Even I picked up on the subtext after a while!  Harold lives in a world he doesn’t understand, primarily because he’s eleven and doesn’t have friends or anyone else who will explain adult-type things to him.  “All Boy” is about the gradual revealing of intimate secrets.  If the story had been told from the perspective of Harold’s mother, Ms. Ostlund would not have been able to release secrets very slowly.  This point of view can read as though there’s a scrim between writer and reader, but a slight disconnect makes perfect sense in this case.

Ms. Ostlund ends her story in a very popular way that I will now label THE CRANE SHOT.  Think of the end of a film.  Many times, a movie will end with a crane shot; the camera pulls back on the characters, allowing them to melt back into the rest of the world.  I love the 1994 Bridget Fonda film It Can Happen to You.  (You might say I’m quite “fonda” the actress…)  At the end of the film, the protagonists have solved all of their problems and are celebrating their love by flying above Central Park in a hot air balloon.  Ms. Ostlund (and countless other short story writers—including myself) does the same thing in her story, just in a manner that is suitable to prose.

Harold has just been told his father is moving out to live with a male friend.  Harold simply wonders who will protect the home.  From that moment, Harold fears he and his mother will be at risk.  “Crane Shot” endings are often cast in one beautiful sentence, and Ms. Ostlund’s example in “All Boy” is no exception:

The thought of this filled him with terror, and as he stood there in the driveway watching his father leave, Harold found himself longing for the dark safety of the closet: the familiar smells of wet wool and vacuum cleaner dust; the far-off chatter of Mrs. Norman’s television shows; the line of light marking the bottom of the locked door, a line so thin that it made what lay on the other side seem, after all, like nothing.

Striking, right?  Ms.
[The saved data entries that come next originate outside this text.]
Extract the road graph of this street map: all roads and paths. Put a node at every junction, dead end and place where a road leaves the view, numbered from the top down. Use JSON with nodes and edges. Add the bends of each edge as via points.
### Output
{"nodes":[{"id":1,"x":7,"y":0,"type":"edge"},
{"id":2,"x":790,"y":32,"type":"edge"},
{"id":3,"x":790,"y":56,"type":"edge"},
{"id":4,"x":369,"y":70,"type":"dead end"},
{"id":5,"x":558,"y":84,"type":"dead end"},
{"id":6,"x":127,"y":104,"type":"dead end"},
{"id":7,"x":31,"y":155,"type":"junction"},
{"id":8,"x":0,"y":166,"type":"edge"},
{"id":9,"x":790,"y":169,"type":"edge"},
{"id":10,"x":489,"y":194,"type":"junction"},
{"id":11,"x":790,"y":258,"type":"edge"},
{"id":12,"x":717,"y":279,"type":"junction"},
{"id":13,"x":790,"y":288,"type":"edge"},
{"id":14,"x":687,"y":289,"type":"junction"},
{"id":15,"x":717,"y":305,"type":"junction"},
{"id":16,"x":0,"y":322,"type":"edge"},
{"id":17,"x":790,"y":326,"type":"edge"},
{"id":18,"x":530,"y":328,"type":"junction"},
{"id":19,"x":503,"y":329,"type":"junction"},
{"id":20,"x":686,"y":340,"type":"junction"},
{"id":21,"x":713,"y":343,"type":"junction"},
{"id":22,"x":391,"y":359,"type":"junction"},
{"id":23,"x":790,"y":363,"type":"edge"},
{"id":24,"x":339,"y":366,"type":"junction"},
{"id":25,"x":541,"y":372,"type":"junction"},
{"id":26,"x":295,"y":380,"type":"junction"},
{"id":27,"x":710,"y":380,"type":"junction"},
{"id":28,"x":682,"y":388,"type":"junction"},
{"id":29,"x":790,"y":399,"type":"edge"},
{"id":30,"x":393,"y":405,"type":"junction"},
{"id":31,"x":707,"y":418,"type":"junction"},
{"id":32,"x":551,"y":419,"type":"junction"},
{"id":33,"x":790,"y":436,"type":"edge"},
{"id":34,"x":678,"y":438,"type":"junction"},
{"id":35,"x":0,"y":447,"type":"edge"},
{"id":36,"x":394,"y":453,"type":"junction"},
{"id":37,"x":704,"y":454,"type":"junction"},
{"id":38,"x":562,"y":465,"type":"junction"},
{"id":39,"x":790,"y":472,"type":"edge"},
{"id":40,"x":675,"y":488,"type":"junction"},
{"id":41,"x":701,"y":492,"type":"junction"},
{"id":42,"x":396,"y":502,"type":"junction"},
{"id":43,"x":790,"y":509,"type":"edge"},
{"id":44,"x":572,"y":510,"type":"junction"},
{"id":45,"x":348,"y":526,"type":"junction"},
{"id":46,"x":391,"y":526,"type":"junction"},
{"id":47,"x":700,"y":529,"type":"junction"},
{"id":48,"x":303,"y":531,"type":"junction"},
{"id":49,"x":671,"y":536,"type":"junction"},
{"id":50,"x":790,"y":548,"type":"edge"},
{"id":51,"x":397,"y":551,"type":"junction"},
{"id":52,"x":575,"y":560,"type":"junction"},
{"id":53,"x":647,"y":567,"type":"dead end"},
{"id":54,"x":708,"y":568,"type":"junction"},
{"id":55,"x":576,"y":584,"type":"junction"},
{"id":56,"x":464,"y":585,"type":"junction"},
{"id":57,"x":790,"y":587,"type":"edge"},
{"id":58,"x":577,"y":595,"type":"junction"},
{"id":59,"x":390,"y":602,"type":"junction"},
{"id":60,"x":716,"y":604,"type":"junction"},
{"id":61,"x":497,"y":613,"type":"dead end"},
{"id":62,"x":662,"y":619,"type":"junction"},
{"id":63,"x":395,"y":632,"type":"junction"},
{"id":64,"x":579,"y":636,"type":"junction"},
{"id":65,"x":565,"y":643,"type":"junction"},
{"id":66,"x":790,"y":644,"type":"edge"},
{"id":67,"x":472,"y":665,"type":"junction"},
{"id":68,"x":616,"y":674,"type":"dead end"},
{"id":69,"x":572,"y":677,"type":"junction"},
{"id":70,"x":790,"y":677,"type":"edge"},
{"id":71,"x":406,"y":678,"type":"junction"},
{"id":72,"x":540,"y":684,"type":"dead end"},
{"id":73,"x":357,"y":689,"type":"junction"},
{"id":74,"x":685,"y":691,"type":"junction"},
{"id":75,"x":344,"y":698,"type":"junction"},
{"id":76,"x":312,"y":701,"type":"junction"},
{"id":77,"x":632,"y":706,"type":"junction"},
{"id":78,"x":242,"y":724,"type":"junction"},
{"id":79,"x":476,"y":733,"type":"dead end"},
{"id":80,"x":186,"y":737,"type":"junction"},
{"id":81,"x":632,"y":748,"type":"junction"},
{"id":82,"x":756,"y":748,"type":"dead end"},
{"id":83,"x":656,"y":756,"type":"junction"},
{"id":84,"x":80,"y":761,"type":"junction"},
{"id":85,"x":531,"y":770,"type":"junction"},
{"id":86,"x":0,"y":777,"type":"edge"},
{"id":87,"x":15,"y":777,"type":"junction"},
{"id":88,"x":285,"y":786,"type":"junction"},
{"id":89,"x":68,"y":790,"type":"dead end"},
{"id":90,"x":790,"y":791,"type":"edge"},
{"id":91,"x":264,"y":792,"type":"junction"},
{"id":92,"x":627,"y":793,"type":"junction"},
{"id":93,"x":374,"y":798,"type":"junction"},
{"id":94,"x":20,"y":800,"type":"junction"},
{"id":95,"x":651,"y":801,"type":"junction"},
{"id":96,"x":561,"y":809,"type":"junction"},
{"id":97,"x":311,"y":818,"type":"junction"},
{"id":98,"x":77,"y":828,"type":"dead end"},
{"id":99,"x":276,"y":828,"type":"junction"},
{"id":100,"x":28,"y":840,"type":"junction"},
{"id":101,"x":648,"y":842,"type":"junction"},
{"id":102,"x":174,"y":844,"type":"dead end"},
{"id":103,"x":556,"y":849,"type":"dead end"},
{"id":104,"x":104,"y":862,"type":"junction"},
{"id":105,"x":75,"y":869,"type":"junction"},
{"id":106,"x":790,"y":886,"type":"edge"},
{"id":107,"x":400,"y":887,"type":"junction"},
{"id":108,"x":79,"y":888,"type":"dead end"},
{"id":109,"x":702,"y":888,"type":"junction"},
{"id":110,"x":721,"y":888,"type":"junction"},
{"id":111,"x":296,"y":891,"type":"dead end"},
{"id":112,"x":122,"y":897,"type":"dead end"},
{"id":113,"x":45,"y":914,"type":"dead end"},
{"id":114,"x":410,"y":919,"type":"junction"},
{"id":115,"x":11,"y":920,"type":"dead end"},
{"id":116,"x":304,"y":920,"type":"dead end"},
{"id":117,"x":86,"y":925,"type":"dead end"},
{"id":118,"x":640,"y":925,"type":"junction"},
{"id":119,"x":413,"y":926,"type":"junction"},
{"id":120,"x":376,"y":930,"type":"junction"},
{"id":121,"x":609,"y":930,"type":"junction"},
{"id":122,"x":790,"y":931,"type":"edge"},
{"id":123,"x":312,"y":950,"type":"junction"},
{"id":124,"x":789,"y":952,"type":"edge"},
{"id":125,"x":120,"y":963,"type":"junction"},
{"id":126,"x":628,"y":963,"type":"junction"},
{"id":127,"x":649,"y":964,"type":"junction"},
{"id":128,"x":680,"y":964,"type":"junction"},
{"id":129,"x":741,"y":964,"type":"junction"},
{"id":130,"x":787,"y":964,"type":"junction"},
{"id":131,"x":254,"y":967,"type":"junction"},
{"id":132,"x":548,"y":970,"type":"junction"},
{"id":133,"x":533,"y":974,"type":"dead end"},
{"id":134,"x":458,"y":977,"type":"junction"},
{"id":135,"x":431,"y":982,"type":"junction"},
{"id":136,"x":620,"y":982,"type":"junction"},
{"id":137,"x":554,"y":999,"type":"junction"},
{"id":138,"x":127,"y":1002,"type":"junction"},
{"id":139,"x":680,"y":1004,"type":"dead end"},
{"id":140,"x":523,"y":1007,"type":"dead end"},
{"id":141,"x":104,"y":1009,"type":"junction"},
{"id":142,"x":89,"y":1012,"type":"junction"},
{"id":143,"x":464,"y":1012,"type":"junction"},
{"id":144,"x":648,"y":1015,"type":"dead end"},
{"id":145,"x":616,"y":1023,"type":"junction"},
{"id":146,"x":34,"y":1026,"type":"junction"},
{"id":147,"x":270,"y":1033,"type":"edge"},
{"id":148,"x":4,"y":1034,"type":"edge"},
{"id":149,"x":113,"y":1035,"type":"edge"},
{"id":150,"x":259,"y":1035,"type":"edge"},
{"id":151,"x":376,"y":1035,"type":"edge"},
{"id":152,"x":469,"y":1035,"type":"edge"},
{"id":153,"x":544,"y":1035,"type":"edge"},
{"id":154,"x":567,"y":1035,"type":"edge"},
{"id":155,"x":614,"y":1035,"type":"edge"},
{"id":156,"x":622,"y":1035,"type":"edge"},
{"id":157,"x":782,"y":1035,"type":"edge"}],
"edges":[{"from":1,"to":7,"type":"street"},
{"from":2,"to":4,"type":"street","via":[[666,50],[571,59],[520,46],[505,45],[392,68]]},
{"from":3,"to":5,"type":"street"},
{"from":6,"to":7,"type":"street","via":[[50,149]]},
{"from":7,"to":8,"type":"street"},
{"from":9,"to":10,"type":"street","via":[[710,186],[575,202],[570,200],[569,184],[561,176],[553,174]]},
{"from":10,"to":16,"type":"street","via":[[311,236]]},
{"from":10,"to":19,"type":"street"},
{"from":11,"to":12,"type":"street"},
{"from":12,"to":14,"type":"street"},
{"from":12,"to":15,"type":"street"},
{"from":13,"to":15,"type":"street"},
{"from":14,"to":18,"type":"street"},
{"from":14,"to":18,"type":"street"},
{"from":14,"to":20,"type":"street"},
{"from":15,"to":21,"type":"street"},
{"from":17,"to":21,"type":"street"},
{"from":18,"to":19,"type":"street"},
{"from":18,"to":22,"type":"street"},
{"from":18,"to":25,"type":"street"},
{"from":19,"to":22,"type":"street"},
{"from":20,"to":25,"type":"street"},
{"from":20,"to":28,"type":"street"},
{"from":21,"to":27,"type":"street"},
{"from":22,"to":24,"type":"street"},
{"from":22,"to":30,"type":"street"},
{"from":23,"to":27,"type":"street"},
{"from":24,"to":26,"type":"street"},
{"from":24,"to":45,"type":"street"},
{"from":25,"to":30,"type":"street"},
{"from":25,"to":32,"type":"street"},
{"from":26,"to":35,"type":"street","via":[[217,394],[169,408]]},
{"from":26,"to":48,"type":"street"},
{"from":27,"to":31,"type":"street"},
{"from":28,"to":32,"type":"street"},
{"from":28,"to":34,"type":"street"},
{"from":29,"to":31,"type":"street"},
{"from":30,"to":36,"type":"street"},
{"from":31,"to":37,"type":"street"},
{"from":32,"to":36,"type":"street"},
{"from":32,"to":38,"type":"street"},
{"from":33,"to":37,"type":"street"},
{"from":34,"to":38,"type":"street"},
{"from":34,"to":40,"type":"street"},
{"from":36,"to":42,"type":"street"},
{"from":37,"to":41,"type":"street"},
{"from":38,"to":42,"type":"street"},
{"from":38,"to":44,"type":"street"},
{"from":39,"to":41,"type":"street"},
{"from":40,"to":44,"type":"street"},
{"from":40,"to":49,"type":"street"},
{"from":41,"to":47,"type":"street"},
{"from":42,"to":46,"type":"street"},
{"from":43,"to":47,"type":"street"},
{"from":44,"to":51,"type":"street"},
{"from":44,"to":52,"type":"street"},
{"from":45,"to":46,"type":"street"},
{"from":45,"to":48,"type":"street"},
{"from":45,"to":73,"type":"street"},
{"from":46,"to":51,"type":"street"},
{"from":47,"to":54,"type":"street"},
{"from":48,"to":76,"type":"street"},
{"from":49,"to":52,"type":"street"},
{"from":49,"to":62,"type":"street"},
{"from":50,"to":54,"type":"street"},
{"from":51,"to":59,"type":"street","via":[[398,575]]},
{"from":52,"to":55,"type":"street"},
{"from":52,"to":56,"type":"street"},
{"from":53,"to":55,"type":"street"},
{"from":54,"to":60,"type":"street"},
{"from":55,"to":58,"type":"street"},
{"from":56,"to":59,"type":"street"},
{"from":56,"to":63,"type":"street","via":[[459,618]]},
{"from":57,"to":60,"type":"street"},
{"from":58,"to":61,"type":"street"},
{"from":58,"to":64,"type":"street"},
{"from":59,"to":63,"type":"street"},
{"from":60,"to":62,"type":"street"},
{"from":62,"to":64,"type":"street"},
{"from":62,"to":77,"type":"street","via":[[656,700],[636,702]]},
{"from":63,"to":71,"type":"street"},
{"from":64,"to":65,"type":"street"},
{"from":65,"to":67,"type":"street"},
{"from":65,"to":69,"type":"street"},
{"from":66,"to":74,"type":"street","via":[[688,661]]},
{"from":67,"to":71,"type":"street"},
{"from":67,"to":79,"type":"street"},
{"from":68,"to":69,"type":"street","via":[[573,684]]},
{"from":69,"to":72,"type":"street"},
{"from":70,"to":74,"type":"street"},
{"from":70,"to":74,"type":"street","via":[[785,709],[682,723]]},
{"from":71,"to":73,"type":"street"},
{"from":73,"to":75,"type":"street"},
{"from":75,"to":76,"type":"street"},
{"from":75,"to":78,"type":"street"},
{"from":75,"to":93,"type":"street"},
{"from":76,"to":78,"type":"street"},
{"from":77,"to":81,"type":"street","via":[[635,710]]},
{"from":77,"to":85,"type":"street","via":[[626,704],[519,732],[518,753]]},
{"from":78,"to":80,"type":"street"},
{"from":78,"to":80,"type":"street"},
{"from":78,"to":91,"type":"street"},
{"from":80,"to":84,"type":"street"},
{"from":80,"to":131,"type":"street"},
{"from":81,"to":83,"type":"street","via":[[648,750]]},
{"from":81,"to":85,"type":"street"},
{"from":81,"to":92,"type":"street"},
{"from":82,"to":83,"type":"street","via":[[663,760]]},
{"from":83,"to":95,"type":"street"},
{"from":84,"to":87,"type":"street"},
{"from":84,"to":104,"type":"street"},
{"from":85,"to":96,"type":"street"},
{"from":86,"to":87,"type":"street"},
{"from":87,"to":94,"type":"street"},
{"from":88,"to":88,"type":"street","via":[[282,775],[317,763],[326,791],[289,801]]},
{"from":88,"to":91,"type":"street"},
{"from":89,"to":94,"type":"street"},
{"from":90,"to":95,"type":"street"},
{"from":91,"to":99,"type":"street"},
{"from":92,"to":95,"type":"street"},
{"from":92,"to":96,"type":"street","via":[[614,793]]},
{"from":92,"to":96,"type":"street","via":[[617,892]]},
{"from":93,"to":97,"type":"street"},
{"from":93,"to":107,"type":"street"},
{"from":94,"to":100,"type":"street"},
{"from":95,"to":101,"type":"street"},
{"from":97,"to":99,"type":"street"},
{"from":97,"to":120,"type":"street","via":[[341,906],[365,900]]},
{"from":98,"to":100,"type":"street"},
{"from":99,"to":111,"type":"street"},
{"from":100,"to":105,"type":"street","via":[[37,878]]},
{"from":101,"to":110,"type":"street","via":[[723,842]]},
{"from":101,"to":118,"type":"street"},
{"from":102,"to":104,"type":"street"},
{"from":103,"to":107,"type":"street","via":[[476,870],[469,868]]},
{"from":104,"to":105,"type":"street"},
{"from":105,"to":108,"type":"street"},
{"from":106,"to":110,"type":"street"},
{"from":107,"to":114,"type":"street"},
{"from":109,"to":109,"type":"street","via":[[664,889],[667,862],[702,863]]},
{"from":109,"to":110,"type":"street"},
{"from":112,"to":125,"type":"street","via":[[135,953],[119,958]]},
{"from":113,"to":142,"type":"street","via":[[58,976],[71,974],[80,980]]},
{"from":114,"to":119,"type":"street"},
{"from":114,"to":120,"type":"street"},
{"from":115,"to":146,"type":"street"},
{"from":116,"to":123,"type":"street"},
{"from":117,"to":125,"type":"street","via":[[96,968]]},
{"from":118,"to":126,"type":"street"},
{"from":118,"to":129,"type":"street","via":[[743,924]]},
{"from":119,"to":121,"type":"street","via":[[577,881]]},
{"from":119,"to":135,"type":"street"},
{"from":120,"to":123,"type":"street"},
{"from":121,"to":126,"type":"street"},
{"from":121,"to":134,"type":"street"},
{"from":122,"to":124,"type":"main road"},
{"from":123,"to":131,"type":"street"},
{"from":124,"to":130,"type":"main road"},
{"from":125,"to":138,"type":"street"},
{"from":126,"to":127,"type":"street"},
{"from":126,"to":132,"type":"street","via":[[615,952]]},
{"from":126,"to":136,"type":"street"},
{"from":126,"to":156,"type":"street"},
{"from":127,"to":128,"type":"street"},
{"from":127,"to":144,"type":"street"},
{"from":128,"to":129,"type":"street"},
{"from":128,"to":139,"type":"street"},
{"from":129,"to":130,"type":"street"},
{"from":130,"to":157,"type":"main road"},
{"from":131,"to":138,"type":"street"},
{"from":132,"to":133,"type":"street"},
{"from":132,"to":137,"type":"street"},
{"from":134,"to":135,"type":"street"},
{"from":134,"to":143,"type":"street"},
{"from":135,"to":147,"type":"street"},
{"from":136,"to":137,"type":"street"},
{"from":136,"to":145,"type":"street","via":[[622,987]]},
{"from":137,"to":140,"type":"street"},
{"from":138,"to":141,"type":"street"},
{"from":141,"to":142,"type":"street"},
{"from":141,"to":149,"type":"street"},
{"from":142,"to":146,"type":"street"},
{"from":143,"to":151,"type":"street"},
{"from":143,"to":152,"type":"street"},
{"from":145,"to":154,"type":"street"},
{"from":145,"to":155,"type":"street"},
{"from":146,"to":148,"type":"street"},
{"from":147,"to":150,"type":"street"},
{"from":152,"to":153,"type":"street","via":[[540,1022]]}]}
Ostlund’s ending contains most of the elements of a “Crane Shot” conclusion:

  1. A long, poetic sentence
  2. A switch from the dramatic present to glimpse the future
  3. Recall of themes and/or images from the story
  4. An epiphany for the protagonist; an acknowledgement that life has changed forever

What Should We Steal?

  • Inhabit the point of view of an oblivious character to regulate the speed at which you release exposition.  An eleven-year-old certainly can’t be expected to understand everything that is going on around them.  The gradual reveal of truth to such a character mimics the gradual process by which adults learn about each other.
  • Conclude your story with a “Crane Shot.”  Now that you’ve zoomed in on a few of the people in your creative universe, offer a glimpse into their future while making a larger statement about humanity.